Singapore's MAS expected to tighten monetary policy next month

Singapore's MAS expected to tighten monetary policy next month

SINGAPORE: The Monetary Authority of Singapore MAS is expected to tighten monetary policy next month to strengthen the Singapore dollar and counter rising inflation, according to analysts.

The headline consumer price index, or overall inflation, increased to 7.5 per cent in August, as Singapore s core inflation rose to 5.1 per cent, in August, reaching a 14 year high, official data showed on Friday.

The MAS usually adjusts monetary policy twice a year, in April and October. In April and July MAS tightened policy thrice, once in April and twice in impromptu announcements in January and July.

The stage may be set for another tightening as inflation is expected to keep rising, said Selena Ling, OCBC Bank chief economist and head of treasury research and strategy.

MUFG Bank senior currency analyst Jeff Ng said that inflation would continue to rise due to a combination of supply and demand-side factors. Food inflation, which hit 6.4 per cent in August, is likely to remain high, due to the cost of meat and fish in particular. He said core inflation components are likely to face high input costs.
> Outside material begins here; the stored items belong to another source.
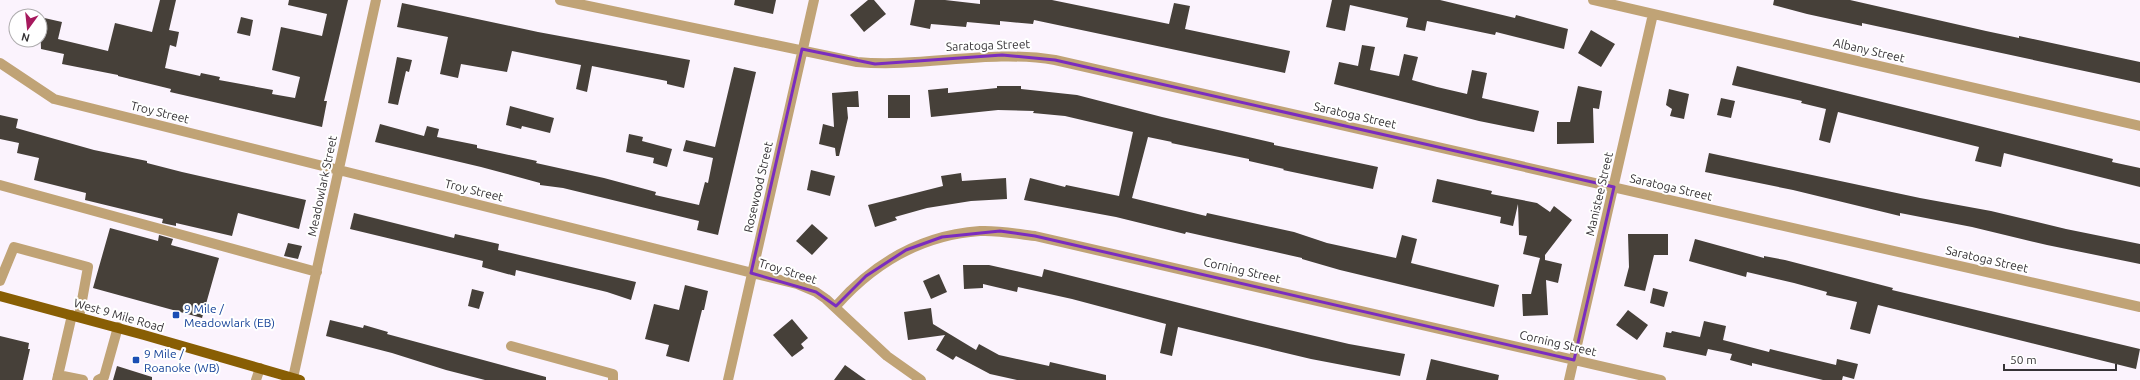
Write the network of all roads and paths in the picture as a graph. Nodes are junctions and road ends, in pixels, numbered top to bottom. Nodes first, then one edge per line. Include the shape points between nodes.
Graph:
1 (376, 0) edge
2 (560, 0) edge
3 (814, 0) edge
4 (1593, 0) edge
5 (1653, 14) junction
6 (802, 49) junction
7 (0, 63) edge
8 (2140, 126) edge
9 (339, 170) junction
10 (0, 186) edge
11 (1614, 187) junction
12 (317, 272) junction
13 (752, 273) junction
14 (0, 280) edge
15 (0, 296) edge
16 (836, 306) junction
17 (2140, 307) edge
18 (76, 316) junction
19 (118, 327) junction
20 (511, 346) dead end
21 (1574, 360) junction
22 (260, 368) junction
23 (57, 377) edge
24 (292, 379) edge
25 (83, 380) edge
26 (98, 380) edge
27 (256, 380) edge
28 (613, 380) edge
29 (728, 380) edge
30 (921, 380) edge
31 (1569, 380) edge
32 (1661, 380) edge

1 - 9 street, Meadowlark Street
2 - 6 street, Saratoga Street
3 - 6 street, Rosewood Street
4 - 5 street, Albany Street
5 - 8 street, Albany Street
5 - 11 street, Manistee Street
6 - 11 street, Saratoga Street via 875,64 1002,55 1032,56
6 - 13 street, Rosewood Street
7 - 9 street, Troy Street via 54,99
9 - 12 street, Meadowlark Street
9 - 13 street, Troy Street
10 - 12 street
11 - 17 street, Saratoga Street
11 - 21 street, Manistee Street
12 - 24 street, Meadowlark Street
13 - 16 street, Troy Street via 796,284 816,292
13 - 29 street, Rosewood Street
14 - 18 street via 14,247 88,267
15 - 18 main road, West 9 Mile Road
16 - 21 street, Corning Street via 866,276 906,250 942,237 980,231 1000,231 1042,238
16 - 30 street, Troy Street via 887,356
18 - 19 main road, West 9 Mile Road
18 - 23 street
19 - 22 main road, West 9 Mile Road
19 - 26 street via 104,377
20 - 28 street via 613,374
21 - 31 street, Manistee Street
21 - 32 street, Corning Street
22 - 24 main road, West 9 Mile Road
22 - 27 street
23 - 25 street

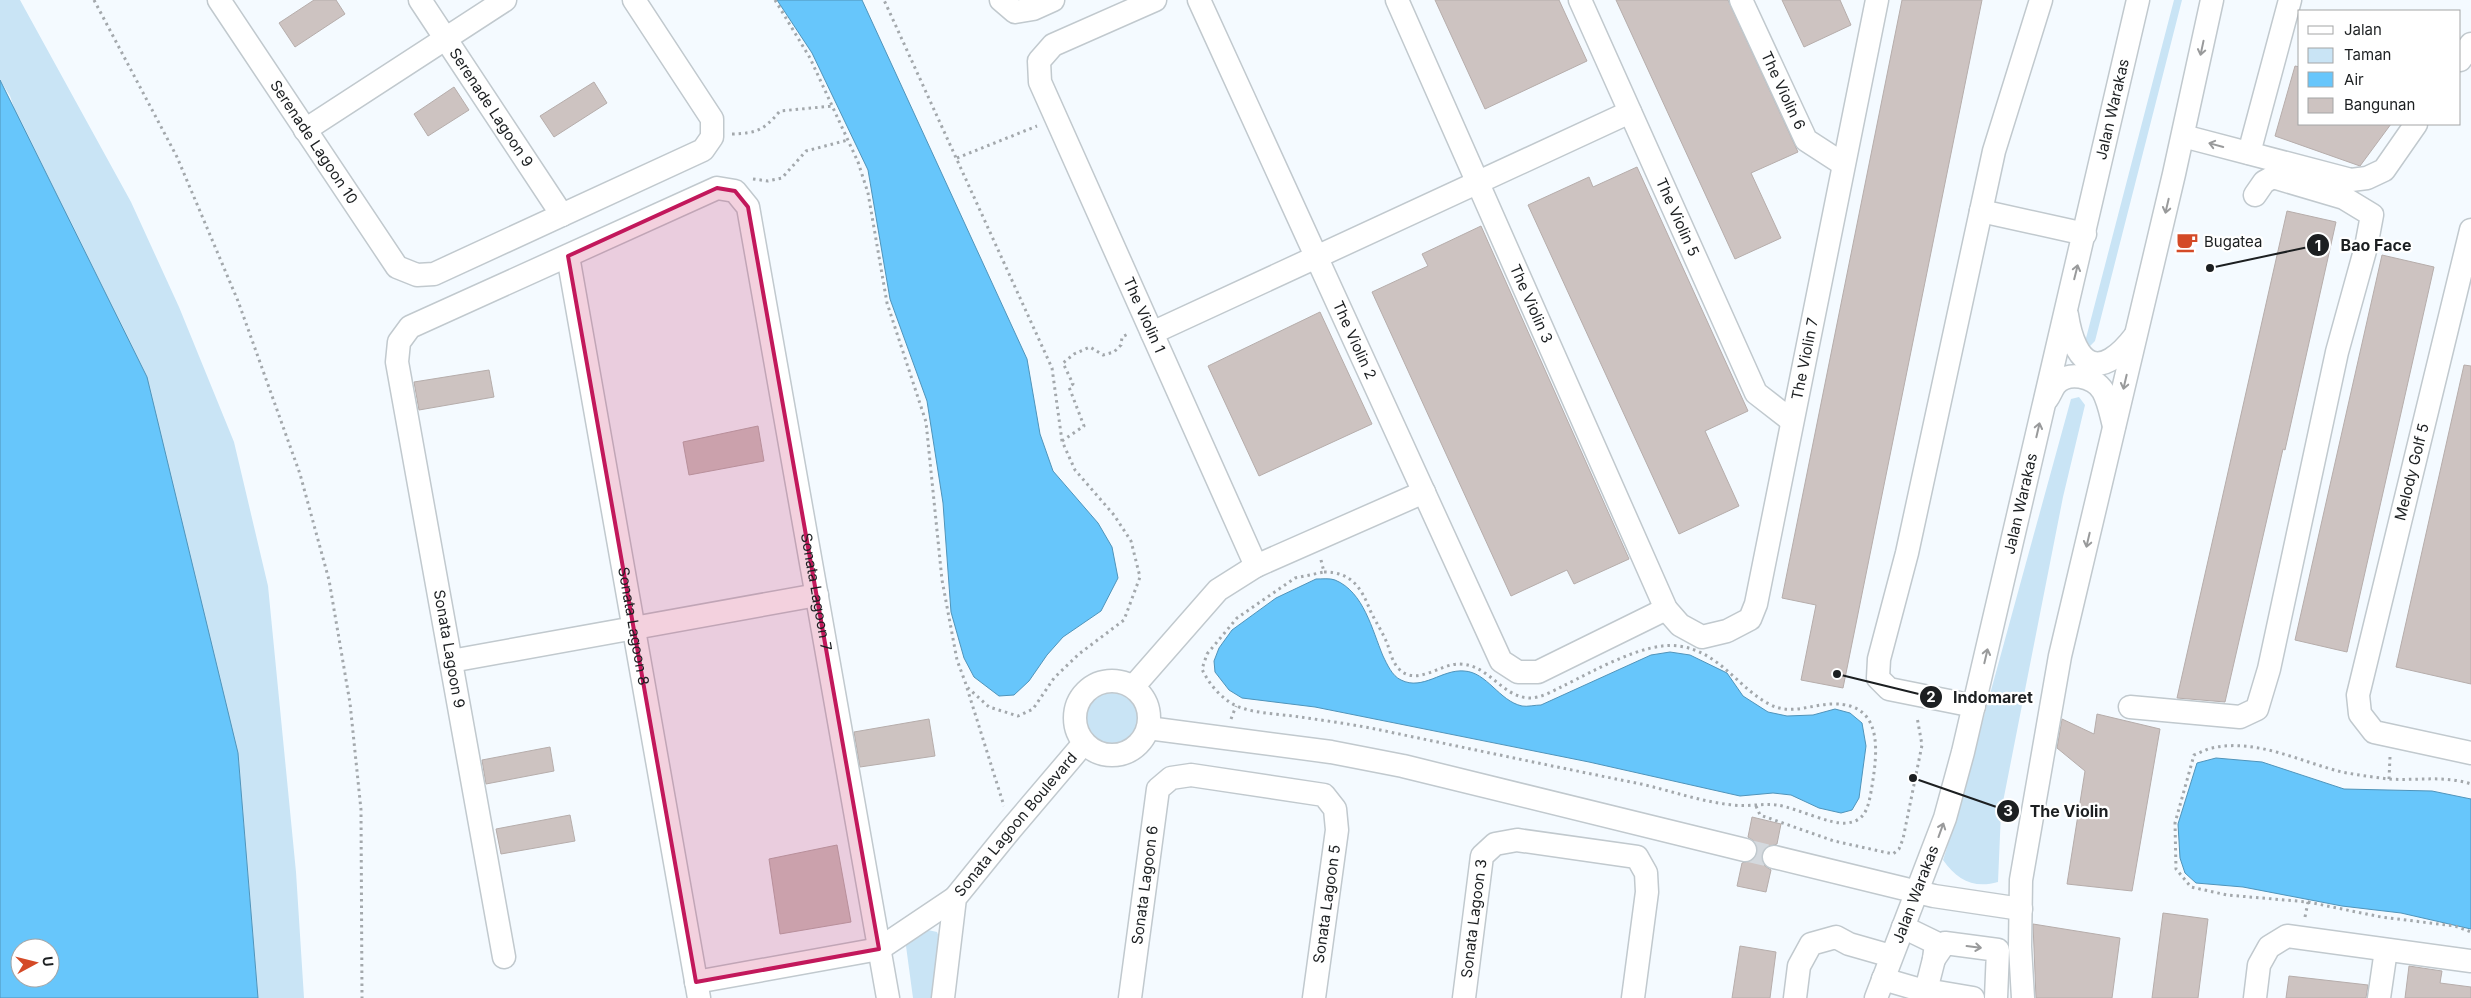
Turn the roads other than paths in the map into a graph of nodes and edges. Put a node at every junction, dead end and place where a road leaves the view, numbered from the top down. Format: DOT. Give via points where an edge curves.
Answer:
graph roads {
  1 [pos="219,0"];
  2 [pos="420,0"];
  3 [pos="505,0"];
  4 [pos="634,0"];
  5 [pos="1053,0"];
  6 [pos="1156,0"];
  7 [pos="1199,0"];
  8 [pos="1397,0"];
  9 [pos="1580,0"];
  10 [pos="1742,0"];
  11 [pos="1877,0"];
  12 [pos="2041,0"];
  13 [pos="2138,0"];
  14 [pos="2212,0"];
  15 [pos="2289,0"];
  16 [pos="1008,6"];
  17 [pos="445,39"];
  18 [pos="2471,44"];
  19 [pos="2461,59"];
  20 [pos="1630,112"];
  21 [pos="2415,125"];
  22 [pos="305,130"];
  23 [pos="2183,136"];
  24 [pos="2249,153"];
  25 [pos="1843,164"];
  26 [pos="1478,183"];
  27 [pos="2255,196"];
  28 [pos="1981,211"];
  29 [pos="562,215"];
  30 [pos="2471,230"];
  31 [pos="2085,234"];
  32 [pos="568,256"];
  33 [pos="1316,258"];
  34 [pos="2066,310"];
  35 [pos="1150,328"];
  36 [pos="2137,334"];
  37 [pos="2044,404"];
  38 [pos="1792,421"];
  39 [pos="2114,428"];
  40 [pos="1424,492"];
  41 [pos="1256,566"];
  42 [pos="817,595"];
  43 [pos="1666,609"];
  44 [pos="633,628"];
  45 [pos="451,661"];
  46 [pos="1133,686"];
  47 [pos="1974,706"];
  48 [pos="2130,707"];
  49 [pos="1148,728"];
  50 [pos="1084,743"];
  51 [pos="2471,753"];
  52 [pos="1335,809"];
  53 [pos="1745,850"];
  54 [pos="1774,857"];
  55 [pos="1918,893"];
  56 [pos="956,898"];
  57 [pos="2021,909"];
  58 [pos="1903,927"];
  59 [pos="879,948"];
  60 [pos="1998,950"];
  61 [pos="2386,950"];
  62 [pos="2021,952"];
  63 [pos="1891,956"];
  64 [pos="504,957"];
  65 [pos="1934,959"];
  66 [pos="2471,961"];
  67 [pos="1879,989"];
  68 [pos="698,990"];
  69 [pos="1925,994"];
  70 [pos="888,998"];
  71 [pos="943,998"];
  72 [pos="1130,998"];
  73 [pos="1314,998"];
  74 [pos="1464,998"];
  75 [pos="1632,998"];
  76 [pos="1795,998"];
  77 [pos="1973,998"];
  78 [pos="1996,998"];
  79 [pos="2023,998"];
  80 [pos="2255,998"];
  81 [pos="2380,998"];
  1 -- 22 [label="street, Serenade Lagoon 10"];
  2 -- 17 [label="street, Serenade Lagoon 9"];
  3 -- 17 [label="street"];
  4 -- 29 [label="street" via="712,119 712,137 703,150"];
  5 -- 16 [label="street" via="1033,9"];
  6 -- 35 [label="street, The Violin 1" via="1053,46 1039,61 1040,82"];
  7 -- 33 [label="street, The Violin 2"];
  8 -- 26 [label="street, The Violin 3"];
  9 -- 20 [label="street, The Violin 5"];
  10 -- 25 [label="street, The Violin 6" via="1806,140"];
  11 -- 25 [label="street, The Violin 7"];
  12 -- 28 [label="street" via="1994,151"];
  13 -- 31 [label="street, Jalan Warakas"];
  14 -- 23 [label="street, one-way"];
  15 -- 24 [label="street"];
  17 -- 22 [label="street"];
  17 -- 29 [label="street, Serenade Lagoon 9"];
  18 -- 19 [label="street"];
  20 -- 26 [label="street"];
  20 -- 38 [label="street, The Violin 5" via="1756,394"];
  21 -- 24 [label="street" via="2384,170 2367,178 2351,180"];
  22 -- 29 [label="street, Serenade Lagoon 10" via="397,267 417,275 434,274"];
  24 -- 23 [label="street, one-way"];
  23 -- 36 [label="street, one-way"];
  25 -- 38 [label="street, The Violin 7"];
  26 -- 33 [label="street"];
  26 -- 43 [label="street, The Violin 3"];
  27 -- 48 [label="street" via="2264,182 2273,178 2344,198 2372,215 2337,352 2269,669 2258,709 2240,717"];
  28 -- 31 [label="street"];
  28 -- 47 [label="street" via="1908,553 1879,659 1878,678 1890,690"];
  30 -- 51 [label="street, Melody Golf 5" via="2358,695 2360,714 2374,732"];
  34 -- 31 [label="street, Jalan Warakas, one-way"];
  32 -- 42 [label="street, Sonata Lagoon 7" via="717,188 735,191 748,207"];
  32 -- 44 [label="street, Sonata Lagoon 8"];
  32 -- 45 [label="street, Sonata Lagoon 9" via="410,327 399,342 398,362"];
  33 -- 35 [label="street"];
  33 -- 40 [label="street, The Violin 2"];
  34 -- 36 [label="street" via="2072,341 2079,355 2088,361 2101,364 2112,360"];
  34 -- 37 [label="street, Jalan Warakas"];
  35 -- 41 [label="street, The Violin 1"];
  36 -- 39 [label="street, one-way"];
  37 -- 39 [label="street" via="2056,384 2067,378 2084,377 2103,390"];
  47 -- 37 [label="street, Jalan Warakas, one-way"];
  38 -- 43 [label="street, The Violin 7" via="1756,604 1750,619 1727,631 1702,637 1680,625"];
  39 -- 57 [label="street, one-way" via="2060,656 2021,880"];
  40 -- 41 [label="street"];
  40 -- 43 [label="street, The Violin 2" via="1501,661 1518,672 1538,672"];
  41 -- 46 [label="street" via="1218,590"];
  42 -- 44 [label="street"];
  42 -- 59 [label="street, Sonata Lagoon 7"];
  44 -- 45 [label="street"];
  44 -- 68 [label="street, Sonata Lagoon 8"];
  45 -- 64 [label="street, Sonata Lagoon 9"];
  46 -- 49 [label="street" via="1144,698 1149,713"];
  46 -- 50 [label="street" via="1116,680 1098,683 1083,694 1076,710 1076,728"];
  55 -- 47 [label="street, Jalan Warakas, one-way" via="1945,818"];
  49 -- 50 [label="street" via="1141,742 1128,752 1113,756 1097,752"];
  49 -- 53 [label="street" via="1331,752 1403,766"];
  50 -- 56 [label="street, Sonata Lagoon Boulevard"];
  52 -- 72 [label="street, Sonata Lagoon 6" via="1324,795 1191,774 1171,778 1158,789"];
  52 -- 73 [label="street, Sonata Lagoon 5" via="1337,830"];
  54 -- 55 [label="street"];
  55 -- 57 [label="street"];
  55 -- 58 [label="street, Jalan Warakas"];
  56 -- 59 [label="street"];
  56 -- 71 [label="street, Sonata Lagoon Boulevard"];
  57 -- 62 [label="street"];
  58 -- 63 [label="street, Jalan Warakas"];
  58 -- 65 [label="street" via="1936,944"];
  59 -- 68 [label="street"];
  59 -- 70 [label="street, Sonata Lagoon 7"];
  60 -- 62 [label="street"];
  65 -- 60 [label="street, one-way" via="1945,943"];
  60 -- 78 [label="street"];
  61 -- 66 [label="street"];
  61 -- 80 [label="street" via="2287,936 2269,947 2260,965"];
  61 -- 81 [label="street"];
  62 -- 79 [label="street"];
  63 -- 67 [label="street, Jalan Warakas"];
  63 -- 76 [label="street" via="1836,937 1811,944 1799,966"];
  65 -- 69 [label="street"];
  67 -- 69 [label="street"];
  69 -- 77 [label="street"];
  74 -- 75 [label="street, Sonata Lagoon 3" via="1482,856 1495,844 1517,840 1637,858 1646,874 1647,892"];
}
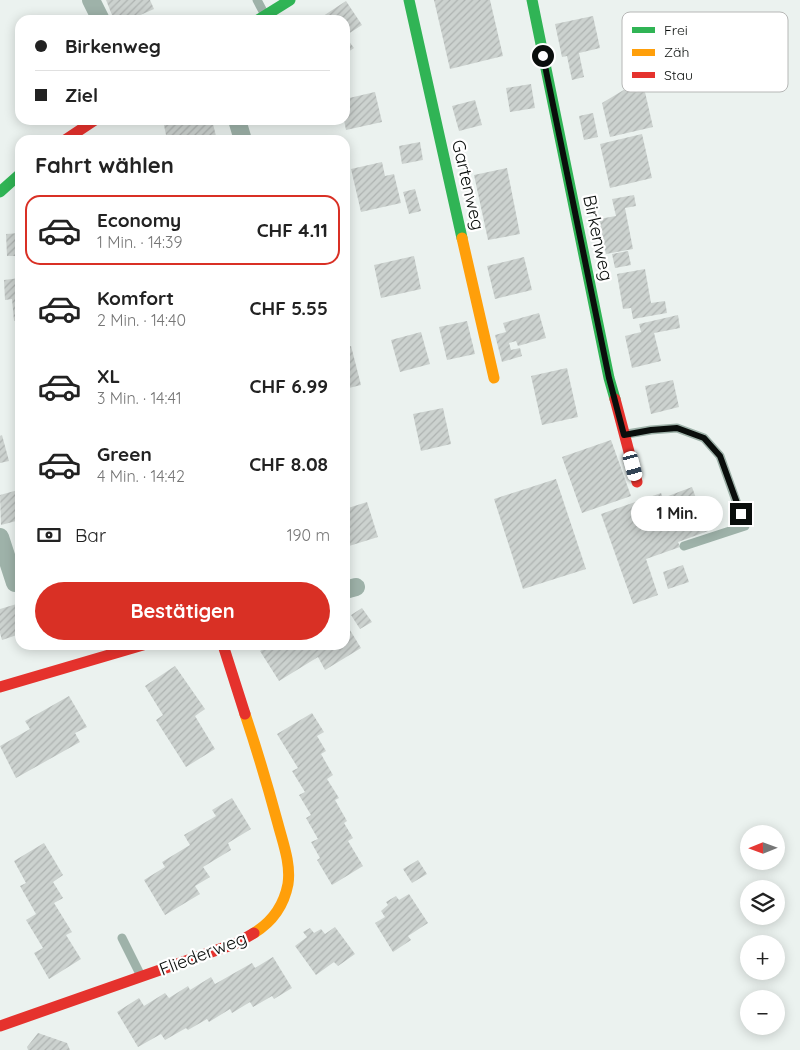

MUFG Bank has raised its headline inflation forecast to 6.3 per cent from 5.5 per cent in 2022 and core inflation forecast to 4.2 per cent from 3.5 per cent OCBC Bank's projections of 5.9 per cent for headline inflation and 4.2 per cent for core inflation remain the same, Ms Ling said. She said that recent developments such as the Russia-Ukraine war escalation and rice export ban by India imply that there are more upside external price risks in addition to domestic wage pressures.

Maybank raised its forecasts slightly, to 4.2 per cent for core inflation from 4 per cent and 6.2 per cent for headline inflation from 6 per cent. This is due to the larger than expected pickup in food and services costs, said Maybank analysts Chua Hak Bin and Lee Ju Ye.

The monetary policy adopted by MAS has an effect on the strength of the Singapore dollar.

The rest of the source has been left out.